It is a rare occasion that a highly visible Fortune 500 CEO puts their personal values out for all to see. One such individual is Bob McDonald, CEO of Procter & Gamble.
If you go to the P&G website, and search for his biography, you will also find a section called Values-Based Leadership. It includes a PowerPoint presentation on leadership and an outline of his values called What I Believe In.
Here are the ten principles Bob McDonald believes deeply in and strives to demonstrate in his daily behavior:
- Living a life driven by purpose is more meaningful and rewarding than meandering through life without direction.
- Companies must do well to do good and must do good to do well.
- Everyone wants to succeed, and success is contagious.
- Putting people in the right jobs is one of the most important jobs of the leader.
- Character is the most important trait of a leader.
- Diverse groups of people are more innovative than homogeneous groups.

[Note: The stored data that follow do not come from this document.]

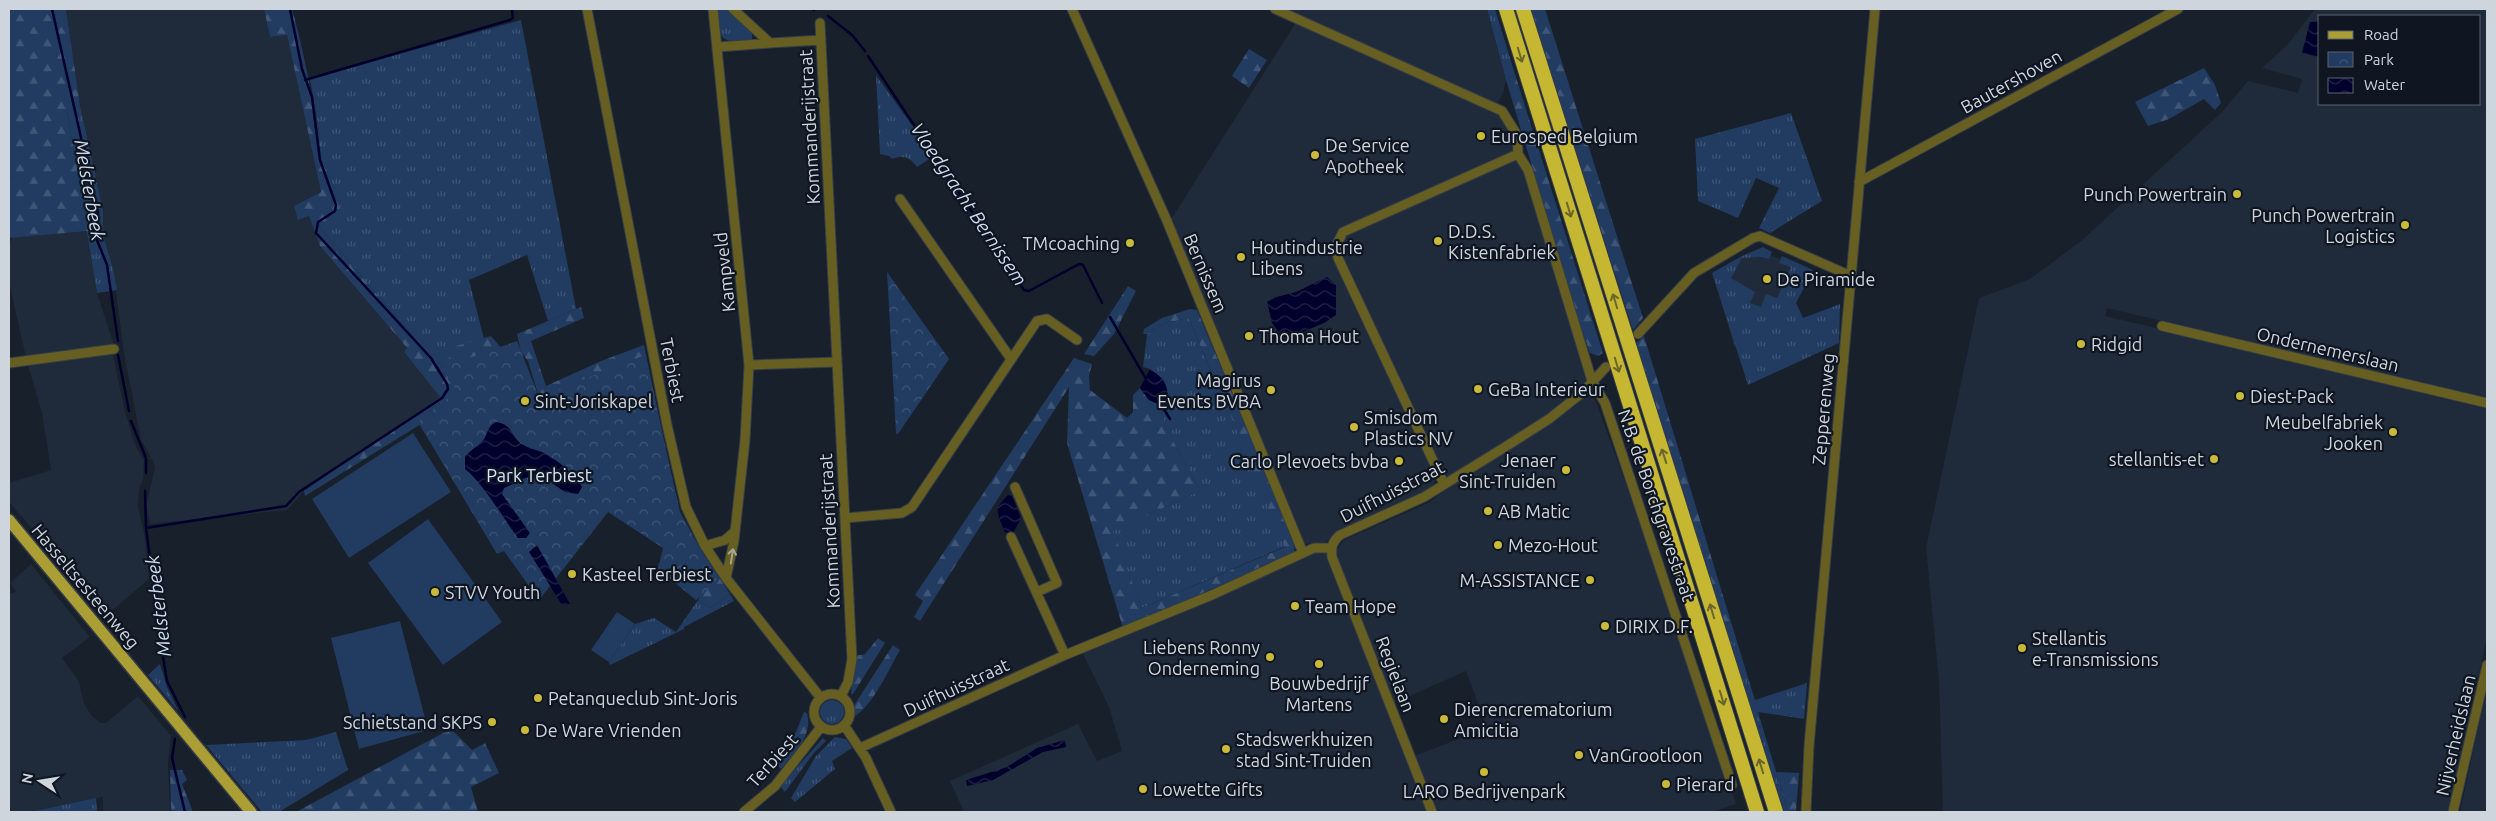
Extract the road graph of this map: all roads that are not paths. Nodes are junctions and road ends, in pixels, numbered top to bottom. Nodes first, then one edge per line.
1 (587, 9) edge
2 (713, 9) edge
3 (733, 9) edge
4 (1072, 9) edge
5 (1275, 9) edge
6 (1506, 9) edge
7 (1523, 9) edge
8 (1875, 9) edge
9 (2178, 9) edge
10 (820, 23) dead end
11 (821, 40) junction
12 (770, 43) junction
13 (718, 47) junction
14 (1518, 154) junction
15 (1859, 182) junction
16 (900, 198) dead end
17 (1851, 276) junction
18 (2162, 326) dead end
19 (1638, 334) dead end
20 (1077, 340) dead end
21 (114, 349) dead end
22 (1011, 359) junction
23 (837, 362) junction
24 (9, 363) edge
25 (749, 365) junction
26 (1606, 366) dead end
27 (1592, 381) junction
28 (2487, 403) edge
29 (1444, 484) junction
30 (1015, 487) dead end
31 (846, 518) junction
32 (9, 520) edge
33 (734, 532) junction
34 (1011, 536) dead end
35 (705, 546) junction
36 (1331, 548) junction
37 (1302, 553) junction
38 (726, 578) junction
39 (1037, 592) junction
40 (1065, 656) junction
41 (2487, 665) edge
42 (841, 696) junction
43 (820, 697) junction
44 (844, 725) junction
45 (821, 727) junction
46 (860, 748) junction
47 (1732, 785) dead end
48 (251, 812) edge
49 (744, 812) edge
50 (891, 812) edge
51 (1432, 812) edge
52 (1757, 812) edge
53 (1776, 812) edge
54 (1806, 812) edge
55 (2453, 812) edge

1 - 35 street, Terbiest
2 - 13 street, Kampveld
3 - 12 street, Kommanderijstraat
4 - 37 street, Bernissem
5 - 14 street, N.B. de Borchgravestraat
6 -> 52 highway
53 -> 7 highway
8 - 15 street, Zepperenweg
9 - 15 street, Bautershoven
10 - 11 street, Kommanderijstraat
11 - 12 street, Kommanderijstraat
11 - 23 street, Kommanderijstraat
12 - 13 street, Kommanderijstraat
13 - 25 street, Kampveld
14 - 27 street, N.B. de Borchgravestraat
14 - 29 street
15 - 17 street, Zepperenweg
16 - 22 street
17 - 19 street
17 - 54 street, Zepperenweg
18 - 28 street, Ondernemerslaan
20 - 22 street
21 - 24 street
22 - 31 street
23 - 25 street
23 - 31 street, Kommanderijstraat
25 - 33 street, Kampveld
26 - 27 street, Duifhuisstraat
27 - 29 street, Duifhuisstraat
27 - 47 street, N.B. de Borchgravestraat
29 - 36 street, Duifhuisstraat
30 - 39 street
31 - 42 street, Kommanderijstraat
32 - 48 main road, Hasseltsesteenweg
33 - 35 street
38 -> 33 street, Kampveld
34 - 39 street
35 - 38 street, Terbiest
36 - 37 street, Duifhuisstraat
36 - 51 street, Regielaan
37 - 40 street, Duifhuisstraat
38 - 43 street, Terbiest
39 - 40 street
40 - 46 street, Duifhuisstraat
41 - 55 street, Nijverheidslaan
42 - 43 street
42 - 44 street
43 - 45 street
44 - 45 street
44 - 46 street
45 - 49 street, Terbiest
46 - 50 street

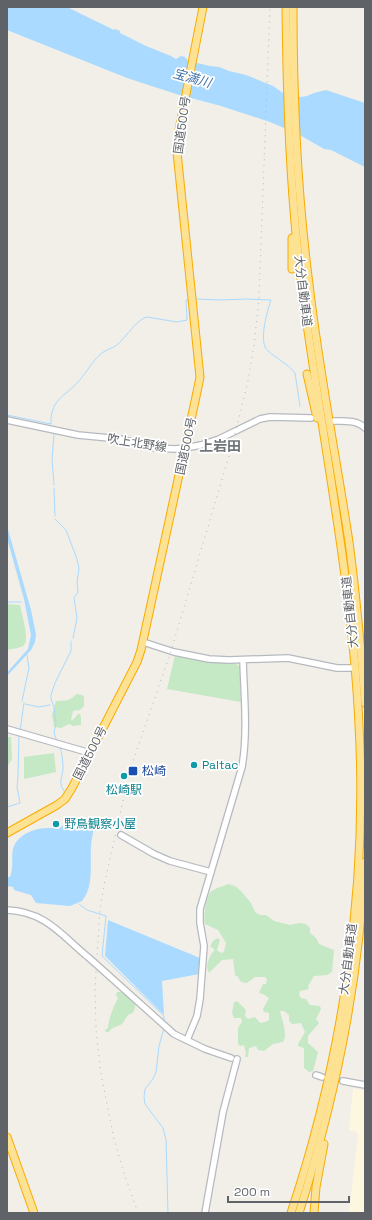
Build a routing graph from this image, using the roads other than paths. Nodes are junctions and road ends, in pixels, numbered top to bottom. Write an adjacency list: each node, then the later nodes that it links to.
1 (203, 7): 13 (highway, 国道500号)
2 (286, 7): 4 (highway, 大分自動車道)
3 (293, 7): 4 (highway, 大分自動車道)
4 (291, 66): 5 (highway, 大分自動車道)
5 (292, 144): 6 (highway, 大分自動車道); 18 (highway, 大分自動車道)
6 (290, 173): 7 (highway); 14 (highway, 大分自動車道)
7 (292, 269)
8 (307, 374): 14 (highway)
9 (311, 418): 13 (street, 吹上北野線)
10 (7, 420): 13 (street, 吹上北野線)
11 (334, 421): 12 (street)
12 (365, 428)
13 (185, 448): 15 (highway, 国道500号)
14 (334, 490): 35 (highway, 大分自動車道)
15 (143, 642): 16 (street); 20 (highway, 国道500号)
16 (243, 660): 17 (street); 24 (street)
17 (351, 668)
18 (365, 703)
19 (7, 729): 20 (street)
20 (90, 754): 21 (highway, 国道500号)
21 (7, 833)
22 (121, 835): 24 (street)
23 (365, 862): 30 (highway, 大分自動車道)
24 (211, 872): 26 (street)
25 (7, 910): 26 (street, bridge)
26 (187, 1040): 34 (street)
27 (316, 1075): 28 (street)
28 (322, 1077)
29 (343, 1081): 31 (street)
30 (335, 1083): 36 (highway, 大分自動車道); 37 (highway)
31 (365, 1085)
32 (7, 1137): 33 (highway)
33 (34, 1213)
34 (205, 1213)
35 (292, 1213)
36 (299, 1213)
37 (314, 1213)

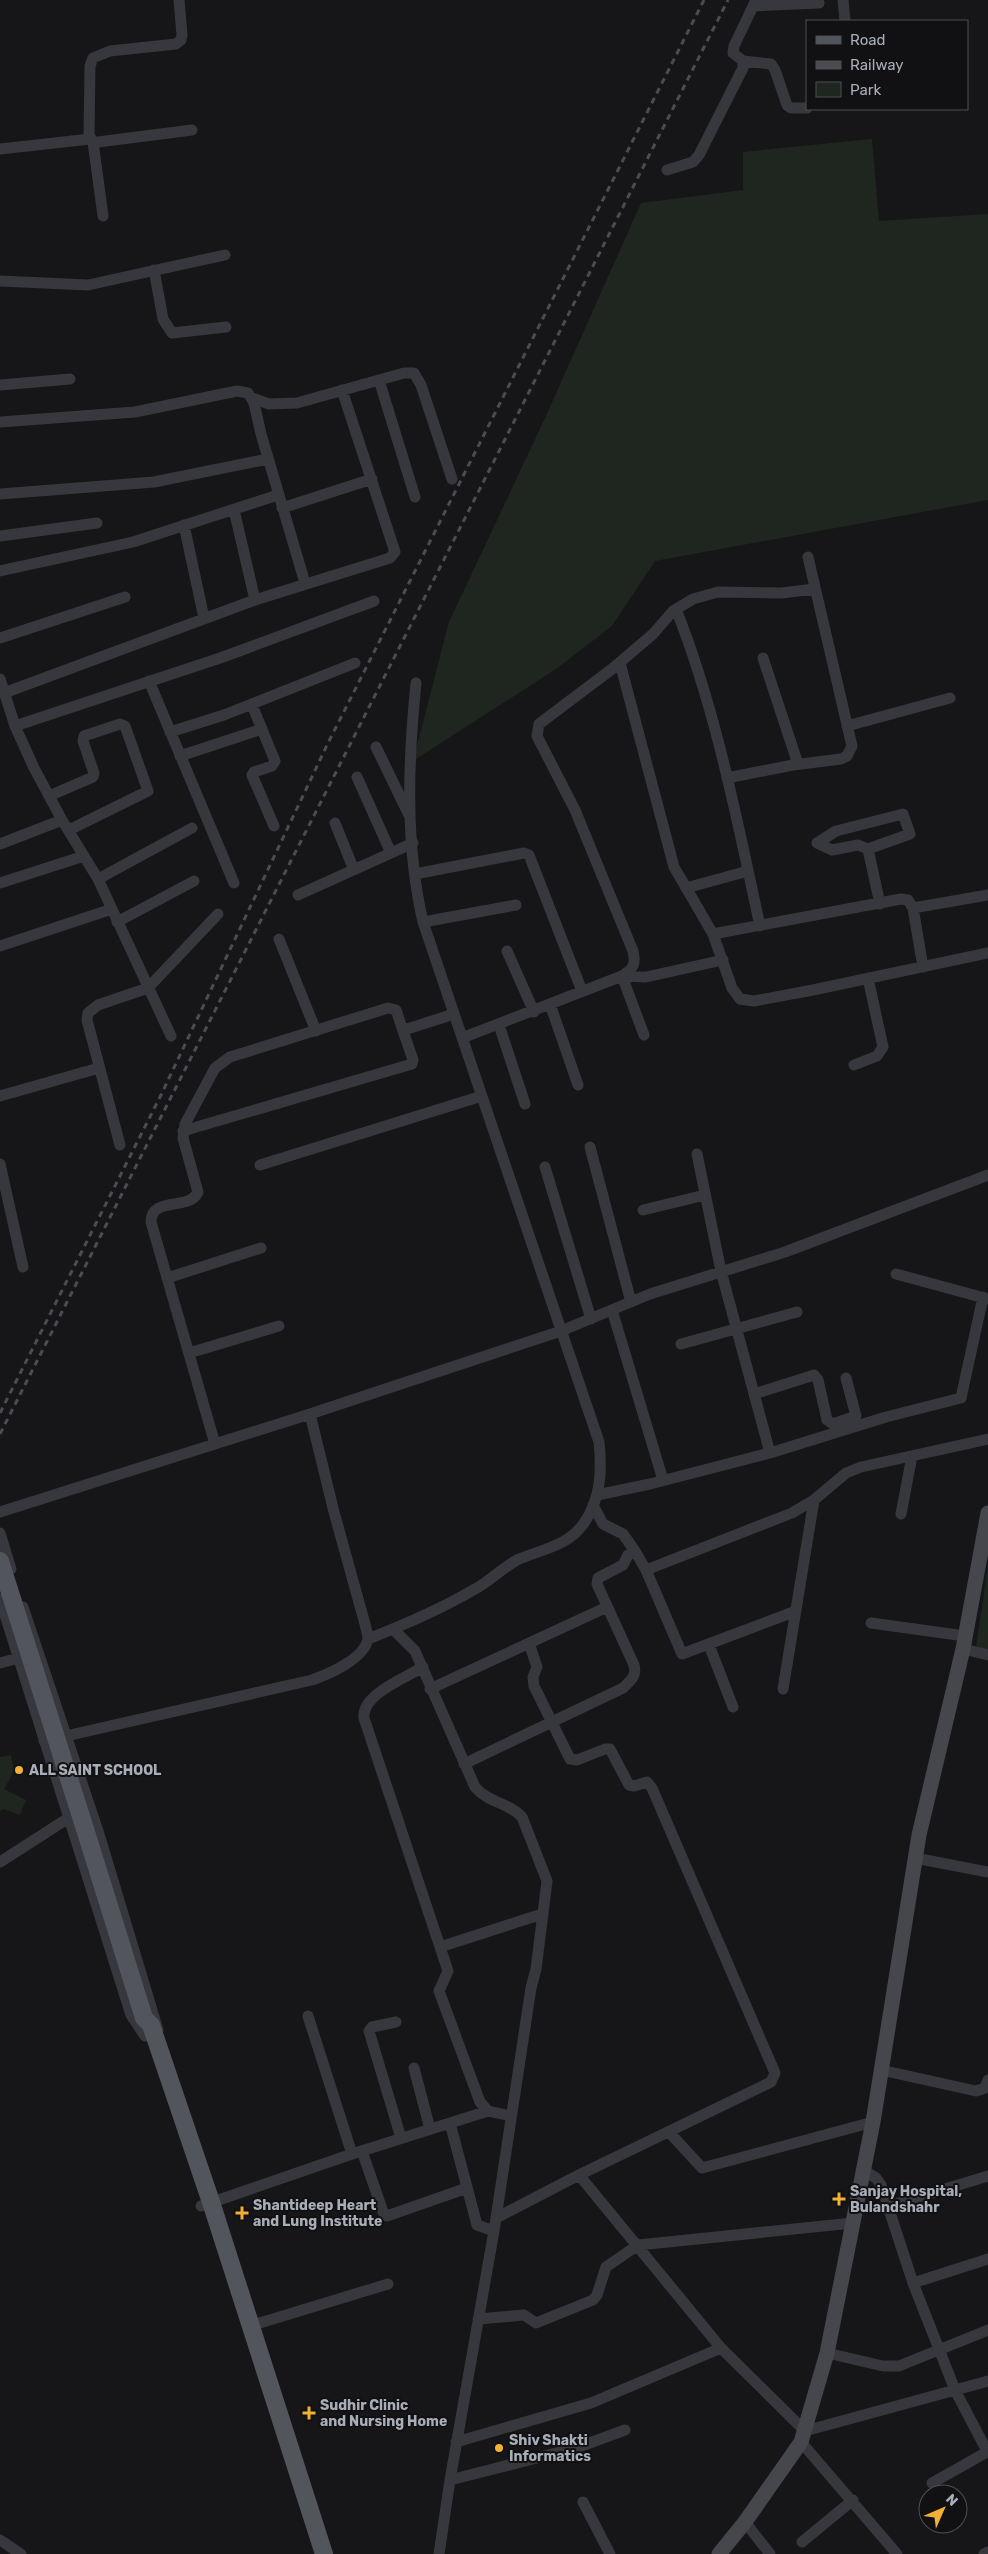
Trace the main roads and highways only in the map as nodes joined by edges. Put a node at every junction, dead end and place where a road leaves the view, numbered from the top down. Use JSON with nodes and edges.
{"nodes":[{"id":1,"x":0,"y":1561,"type":"edge"},
{"id":2,"x":206,"y":2204,"type":"junction"},
{"id":3,"x":313,"y":2554,"type":"edge"},
{"id":4,"x":324,"y":2554,"type":"edge"}],
"edges":[{"from":1,"to":2,"type":"main road","bridge":true},
{"from":2,"to":3,"type":"main road"},
{"from":2,"to":4,"type":"main road"}]}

- Ineffective systems and cultures are bigger barriers to achievement than the talents of people.
- There will be some people in the organization who will not make it on the journey.
- Organizations must renew themselves.
- The true test of the leader is the performance of the organization when they are absent or after they depart.
So my question to you as a leader is this does your team know what you believe in? Have you taken the time to develop your personal purpose and principles for leadership? If your team does not know what you stand for, how effective will you be as a leader?
Kudos to Bob McDonald for setting the pace. Check out his guide for developing your own values-based leadership at:
Thanks for shining a spotlight on Bob’s leadership with purpose. I love this list and especially #10, the test of time is one real test of effective leadership – what happens after you’ve left the organization?
I’m hoping this becomes a noble trend — where values-based leadership and people-centric power structures become the foundation for true, long-term corporate profitability. It seems the surest way for business leaders to become the “stewards of civilization” that Max Stackhouse envisions.